BEGIN MATERIAL FOR THIS TASK
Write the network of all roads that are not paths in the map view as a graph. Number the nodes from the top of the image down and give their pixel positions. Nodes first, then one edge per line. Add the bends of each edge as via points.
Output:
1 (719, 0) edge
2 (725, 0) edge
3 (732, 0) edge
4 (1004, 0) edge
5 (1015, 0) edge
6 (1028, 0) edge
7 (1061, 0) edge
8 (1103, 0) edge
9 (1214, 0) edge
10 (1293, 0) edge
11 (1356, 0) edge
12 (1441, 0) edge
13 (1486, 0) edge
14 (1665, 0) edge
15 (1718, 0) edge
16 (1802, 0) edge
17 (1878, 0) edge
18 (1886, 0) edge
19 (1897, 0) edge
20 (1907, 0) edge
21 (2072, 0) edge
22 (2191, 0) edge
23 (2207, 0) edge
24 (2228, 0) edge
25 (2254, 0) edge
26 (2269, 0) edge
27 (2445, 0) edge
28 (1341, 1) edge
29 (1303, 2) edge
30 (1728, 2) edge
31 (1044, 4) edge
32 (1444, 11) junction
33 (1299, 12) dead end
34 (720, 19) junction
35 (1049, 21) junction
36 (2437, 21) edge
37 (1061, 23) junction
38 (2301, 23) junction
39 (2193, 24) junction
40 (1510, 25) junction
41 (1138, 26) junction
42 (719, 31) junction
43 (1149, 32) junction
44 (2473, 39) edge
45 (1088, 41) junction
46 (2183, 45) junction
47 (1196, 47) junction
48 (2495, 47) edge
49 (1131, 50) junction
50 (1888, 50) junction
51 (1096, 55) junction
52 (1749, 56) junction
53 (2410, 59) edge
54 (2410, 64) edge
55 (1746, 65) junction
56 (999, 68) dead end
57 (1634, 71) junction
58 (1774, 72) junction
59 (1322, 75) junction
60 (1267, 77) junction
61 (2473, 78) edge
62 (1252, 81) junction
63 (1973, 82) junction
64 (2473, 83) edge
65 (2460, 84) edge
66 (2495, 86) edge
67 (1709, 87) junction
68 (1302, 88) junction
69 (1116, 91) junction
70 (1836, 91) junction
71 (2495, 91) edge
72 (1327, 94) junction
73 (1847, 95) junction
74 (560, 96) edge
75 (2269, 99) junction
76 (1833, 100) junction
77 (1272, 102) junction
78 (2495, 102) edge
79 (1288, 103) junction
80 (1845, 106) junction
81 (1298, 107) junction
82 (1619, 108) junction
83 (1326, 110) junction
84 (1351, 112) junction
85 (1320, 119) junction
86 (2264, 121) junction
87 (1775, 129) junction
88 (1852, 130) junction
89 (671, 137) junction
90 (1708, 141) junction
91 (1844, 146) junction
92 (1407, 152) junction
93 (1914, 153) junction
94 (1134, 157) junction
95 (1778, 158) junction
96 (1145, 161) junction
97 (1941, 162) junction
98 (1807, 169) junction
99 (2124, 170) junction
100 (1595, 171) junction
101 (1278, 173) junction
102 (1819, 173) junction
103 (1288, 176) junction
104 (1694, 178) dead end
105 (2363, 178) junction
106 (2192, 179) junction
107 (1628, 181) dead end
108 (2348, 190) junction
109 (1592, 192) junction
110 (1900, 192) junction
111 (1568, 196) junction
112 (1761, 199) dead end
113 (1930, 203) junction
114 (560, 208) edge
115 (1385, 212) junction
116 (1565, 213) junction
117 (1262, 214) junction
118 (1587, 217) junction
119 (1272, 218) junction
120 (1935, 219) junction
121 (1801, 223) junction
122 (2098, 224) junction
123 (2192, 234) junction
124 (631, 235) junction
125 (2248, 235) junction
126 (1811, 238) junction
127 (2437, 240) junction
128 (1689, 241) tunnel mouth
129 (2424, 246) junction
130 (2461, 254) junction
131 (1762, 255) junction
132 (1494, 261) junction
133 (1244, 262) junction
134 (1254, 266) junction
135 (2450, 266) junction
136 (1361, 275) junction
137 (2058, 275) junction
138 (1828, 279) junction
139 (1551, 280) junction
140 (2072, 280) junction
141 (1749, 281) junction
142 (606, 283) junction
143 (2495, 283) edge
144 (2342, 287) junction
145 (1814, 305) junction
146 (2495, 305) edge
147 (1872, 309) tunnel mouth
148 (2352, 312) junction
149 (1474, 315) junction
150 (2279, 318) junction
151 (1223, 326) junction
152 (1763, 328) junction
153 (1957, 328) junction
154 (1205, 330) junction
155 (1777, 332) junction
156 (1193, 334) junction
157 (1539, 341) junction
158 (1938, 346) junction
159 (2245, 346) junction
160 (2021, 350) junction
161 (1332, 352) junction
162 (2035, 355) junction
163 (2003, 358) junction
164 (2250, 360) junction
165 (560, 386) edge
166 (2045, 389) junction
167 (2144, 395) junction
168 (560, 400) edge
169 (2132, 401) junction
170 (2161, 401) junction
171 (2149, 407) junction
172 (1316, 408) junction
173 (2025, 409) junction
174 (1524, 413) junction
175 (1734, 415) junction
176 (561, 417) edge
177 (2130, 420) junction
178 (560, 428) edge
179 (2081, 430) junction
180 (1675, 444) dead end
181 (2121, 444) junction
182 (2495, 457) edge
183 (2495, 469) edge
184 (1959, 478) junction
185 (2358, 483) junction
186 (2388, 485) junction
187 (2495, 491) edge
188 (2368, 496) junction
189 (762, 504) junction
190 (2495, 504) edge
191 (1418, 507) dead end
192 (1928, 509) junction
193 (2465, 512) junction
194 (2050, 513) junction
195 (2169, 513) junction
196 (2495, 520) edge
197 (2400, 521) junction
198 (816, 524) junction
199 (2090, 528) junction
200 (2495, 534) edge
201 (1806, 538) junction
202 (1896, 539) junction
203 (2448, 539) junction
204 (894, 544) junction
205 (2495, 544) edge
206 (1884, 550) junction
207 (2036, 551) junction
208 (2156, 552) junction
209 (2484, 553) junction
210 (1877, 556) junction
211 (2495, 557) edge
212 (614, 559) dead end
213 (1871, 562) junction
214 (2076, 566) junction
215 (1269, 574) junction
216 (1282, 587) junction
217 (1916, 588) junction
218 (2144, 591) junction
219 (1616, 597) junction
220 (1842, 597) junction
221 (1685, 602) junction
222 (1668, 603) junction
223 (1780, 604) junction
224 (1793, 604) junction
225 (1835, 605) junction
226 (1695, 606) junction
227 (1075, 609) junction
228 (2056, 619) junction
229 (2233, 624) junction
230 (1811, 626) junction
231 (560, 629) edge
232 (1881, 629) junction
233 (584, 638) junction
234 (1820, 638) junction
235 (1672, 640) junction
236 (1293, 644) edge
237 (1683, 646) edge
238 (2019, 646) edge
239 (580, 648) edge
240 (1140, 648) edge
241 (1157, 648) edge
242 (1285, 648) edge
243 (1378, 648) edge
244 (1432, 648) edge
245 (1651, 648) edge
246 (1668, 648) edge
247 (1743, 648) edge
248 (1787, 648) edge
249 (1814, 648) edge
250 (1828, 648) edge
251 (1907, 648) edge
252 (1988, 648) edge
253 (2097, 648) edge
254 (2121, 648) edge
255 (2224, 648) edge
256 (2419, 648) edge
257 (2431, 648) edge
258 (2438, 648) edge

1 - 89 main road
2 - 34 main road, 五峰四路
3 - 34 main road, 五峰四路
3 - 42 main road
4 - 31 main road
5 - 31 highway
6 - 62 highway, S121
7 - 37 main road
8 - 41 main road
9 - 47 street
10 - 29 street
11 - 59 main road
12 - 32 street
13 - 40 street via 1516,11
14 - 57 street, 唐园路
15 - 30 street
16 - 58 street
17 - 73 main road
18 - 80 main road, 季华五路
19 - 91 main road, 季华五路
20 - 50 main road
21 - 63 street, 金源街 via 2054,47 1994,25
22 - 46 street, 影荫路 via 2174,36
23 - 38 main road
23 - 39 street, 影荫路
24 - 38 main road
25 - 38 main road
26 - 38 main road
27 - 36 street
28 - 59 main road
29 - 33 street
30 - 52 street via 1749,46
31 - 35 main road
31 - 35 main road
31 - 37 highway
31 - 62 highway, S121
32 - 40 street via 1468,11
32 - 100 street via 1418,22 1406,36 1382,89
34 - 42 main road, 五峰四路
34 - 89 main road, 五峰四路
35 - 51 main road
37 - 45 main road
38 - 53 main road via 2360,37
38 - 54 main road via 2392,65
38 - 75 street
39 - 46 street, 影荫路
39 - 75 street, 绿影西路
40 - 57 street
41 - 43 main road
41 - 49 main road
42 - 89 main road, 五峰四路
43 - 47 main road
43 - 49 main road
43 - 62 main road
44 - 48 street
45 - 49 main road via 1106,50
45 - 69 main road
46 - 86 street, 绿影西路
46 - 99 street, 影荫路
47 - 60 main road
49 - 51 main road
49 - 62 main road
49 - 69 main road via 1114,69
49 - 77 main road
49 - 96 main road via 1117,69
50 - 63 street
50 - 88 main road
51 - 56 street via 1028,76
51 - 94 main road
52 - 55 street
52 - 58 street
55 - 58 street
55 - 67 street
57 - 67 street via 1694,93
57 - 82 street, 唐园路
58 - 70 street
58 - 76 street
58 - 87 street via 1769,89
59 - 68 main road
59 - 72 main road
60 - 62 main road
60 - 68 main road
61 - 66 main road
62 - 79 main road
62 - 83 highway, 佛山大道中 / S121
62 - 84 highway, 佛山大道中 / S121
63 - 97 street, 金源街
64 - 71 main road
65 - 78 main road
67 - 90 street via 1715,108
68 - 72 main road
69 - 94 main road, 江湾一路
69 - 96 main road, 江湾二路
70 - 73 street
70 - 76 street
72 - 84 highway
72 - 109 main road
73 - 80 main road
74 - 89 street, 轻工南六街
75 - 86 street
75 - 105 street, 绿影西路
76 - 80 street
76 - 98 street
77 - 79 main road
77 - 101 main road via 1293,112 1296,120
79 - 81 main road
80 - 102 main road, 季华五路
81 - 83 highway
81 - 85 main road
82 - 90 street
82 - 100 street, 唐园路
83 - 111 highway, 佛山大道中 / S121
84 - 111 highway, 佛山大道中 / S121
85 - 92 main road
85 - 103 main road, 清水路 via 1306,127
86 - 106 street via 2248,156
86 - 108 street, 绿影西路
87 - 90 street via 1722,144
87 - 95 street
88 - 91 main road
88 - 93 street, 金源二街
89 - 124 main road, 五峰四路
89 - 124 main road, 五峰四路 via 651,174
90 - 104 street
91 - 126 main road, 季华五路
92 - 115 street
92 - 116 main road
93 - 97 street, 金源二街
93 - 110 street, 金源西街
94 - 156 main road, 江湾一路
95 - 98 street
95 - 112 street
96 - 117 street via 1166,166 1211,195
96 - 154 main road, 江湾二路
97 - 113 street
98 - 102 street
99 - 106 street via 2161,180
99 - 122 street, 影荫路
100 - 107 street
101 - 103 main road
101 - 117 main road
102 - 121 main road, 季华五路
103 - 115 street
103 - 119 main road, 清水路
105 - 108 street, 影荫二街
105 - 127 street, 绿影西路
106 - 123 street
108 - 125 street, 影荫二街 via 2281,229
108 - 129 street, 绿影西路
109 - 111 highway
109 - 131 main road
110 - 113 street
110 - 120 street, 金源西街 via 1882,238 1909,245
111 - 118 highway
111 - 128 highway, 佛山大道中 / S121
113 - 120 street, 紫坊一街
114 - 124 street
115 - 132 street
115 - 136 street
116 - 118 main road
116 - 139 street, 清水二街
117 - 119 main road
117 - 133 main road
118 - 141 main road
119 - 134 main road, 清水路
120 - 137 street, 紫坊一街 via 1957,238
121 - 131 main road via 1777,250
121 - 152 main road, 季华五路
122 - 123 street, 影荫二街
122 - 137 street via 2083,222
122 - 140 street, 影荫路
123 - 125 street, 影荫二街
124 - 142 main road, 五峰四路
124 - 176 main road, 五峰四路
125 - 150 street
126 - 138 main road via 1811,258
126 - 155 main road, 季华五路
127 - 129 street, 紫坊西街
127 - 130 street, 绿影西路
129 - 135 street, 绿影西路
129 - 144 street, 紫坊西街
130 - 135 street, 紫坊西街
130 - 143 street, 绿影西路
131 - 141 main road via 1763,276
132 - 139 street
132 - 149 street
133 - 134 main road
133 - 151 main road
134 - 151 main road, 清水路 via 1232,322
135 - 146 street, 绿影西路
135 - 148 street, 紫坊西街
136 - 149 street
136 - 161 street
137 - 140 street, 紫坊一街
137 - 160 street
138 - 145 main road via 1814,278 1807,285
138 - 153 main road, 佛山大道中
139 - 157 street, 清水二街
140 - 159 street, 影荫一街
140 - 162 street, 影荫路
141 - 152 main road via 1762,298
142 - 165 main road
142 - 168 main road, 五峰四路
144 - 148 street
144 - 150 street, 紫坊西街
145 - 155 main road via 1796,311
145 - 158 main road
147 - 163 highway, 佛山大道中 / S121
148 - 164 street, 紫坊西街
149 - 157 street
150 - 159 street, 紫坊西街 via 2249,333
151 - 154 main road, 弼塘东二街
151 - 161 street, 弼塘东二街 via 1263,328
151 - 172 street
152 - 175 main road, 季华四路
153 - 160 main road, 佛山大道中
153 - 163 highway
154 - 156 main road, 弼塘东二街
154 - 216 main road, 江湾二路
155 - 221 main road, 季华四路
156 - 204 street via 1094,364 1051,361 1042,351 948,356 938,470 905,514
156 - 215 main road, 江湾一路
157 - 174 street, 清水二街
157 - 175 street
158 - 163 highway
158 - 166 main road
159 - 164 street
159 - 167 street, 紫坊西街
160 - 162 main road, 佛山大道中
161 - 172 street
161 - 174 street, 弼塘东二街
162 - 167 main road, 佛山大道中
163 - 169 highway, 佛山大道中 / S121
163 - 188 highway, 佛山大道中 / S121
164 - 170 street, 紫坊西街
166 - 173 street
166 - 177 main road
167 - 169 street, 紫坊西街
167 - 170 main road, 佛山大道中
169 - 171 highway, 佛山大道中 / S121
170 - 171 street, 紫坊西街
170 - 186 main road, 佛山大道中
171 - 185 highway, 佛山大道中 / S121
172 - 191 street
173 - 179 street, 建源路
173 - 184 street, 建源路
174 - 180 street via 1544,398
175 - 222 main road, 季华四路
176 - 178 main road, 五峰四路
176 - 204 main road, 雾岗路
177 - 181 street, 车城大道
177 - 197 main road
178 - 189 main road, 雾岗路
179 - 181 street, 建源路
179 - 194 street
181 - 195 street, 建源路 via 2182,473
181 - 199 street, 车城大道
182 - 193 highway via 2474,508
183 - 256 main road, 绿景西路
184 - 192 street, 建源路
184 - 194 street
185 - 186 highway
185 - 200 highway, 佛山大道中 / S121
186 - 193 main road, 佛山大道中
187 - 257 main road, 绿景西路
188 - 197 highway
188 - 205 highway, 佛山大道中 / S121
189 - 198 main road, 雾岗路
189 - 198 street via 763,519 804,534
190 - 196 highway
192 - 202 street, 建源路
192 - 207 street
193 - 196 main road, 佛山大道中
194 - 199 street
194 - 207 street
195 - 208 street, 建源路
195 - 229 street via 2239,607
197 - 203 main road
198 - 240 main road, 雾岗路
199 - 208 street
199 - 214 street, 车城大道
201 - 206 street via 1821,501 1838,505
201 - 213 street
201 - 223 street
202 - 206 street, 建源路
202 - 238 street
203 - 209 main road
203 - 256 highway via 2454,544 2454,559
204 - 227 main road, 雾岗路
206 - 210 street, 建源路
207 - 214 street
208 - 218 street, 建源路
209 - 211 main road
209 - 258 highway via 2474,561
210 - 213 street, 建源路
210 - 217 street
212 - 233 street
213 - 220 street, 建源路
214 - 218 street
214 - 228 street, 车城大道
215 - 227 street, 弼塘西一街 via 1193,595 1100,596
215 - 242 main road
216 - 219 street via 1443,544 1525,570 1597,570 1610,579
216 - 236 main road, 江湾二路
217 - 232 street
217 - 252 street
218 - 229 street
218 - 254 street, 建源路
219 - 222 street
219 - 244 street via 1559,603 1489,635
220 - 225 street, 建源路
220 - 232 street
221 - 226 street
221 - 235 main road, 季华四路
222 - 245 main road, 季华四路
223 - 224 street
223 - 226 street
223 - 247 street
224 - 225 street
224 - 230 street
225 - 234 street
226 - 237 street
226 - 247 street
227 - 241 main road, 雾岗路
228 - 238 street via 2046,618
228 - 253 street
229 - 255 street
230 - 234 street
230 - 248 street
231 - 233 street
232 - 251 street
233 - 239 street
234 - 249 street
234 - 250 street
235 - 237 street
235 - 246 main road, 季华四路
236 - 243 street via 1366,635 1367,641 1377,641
END MATERIAL FOR THIS TASK
YOUR GOAL: Above are the records; report each line in them that includes the word "紫坊一街".

EXPECTED ANSWER:
113 - 120 street, 紫坊一街
120 - 137 street, 紫坊一街 via 1957,238
137 - 140 street, 紫坊一街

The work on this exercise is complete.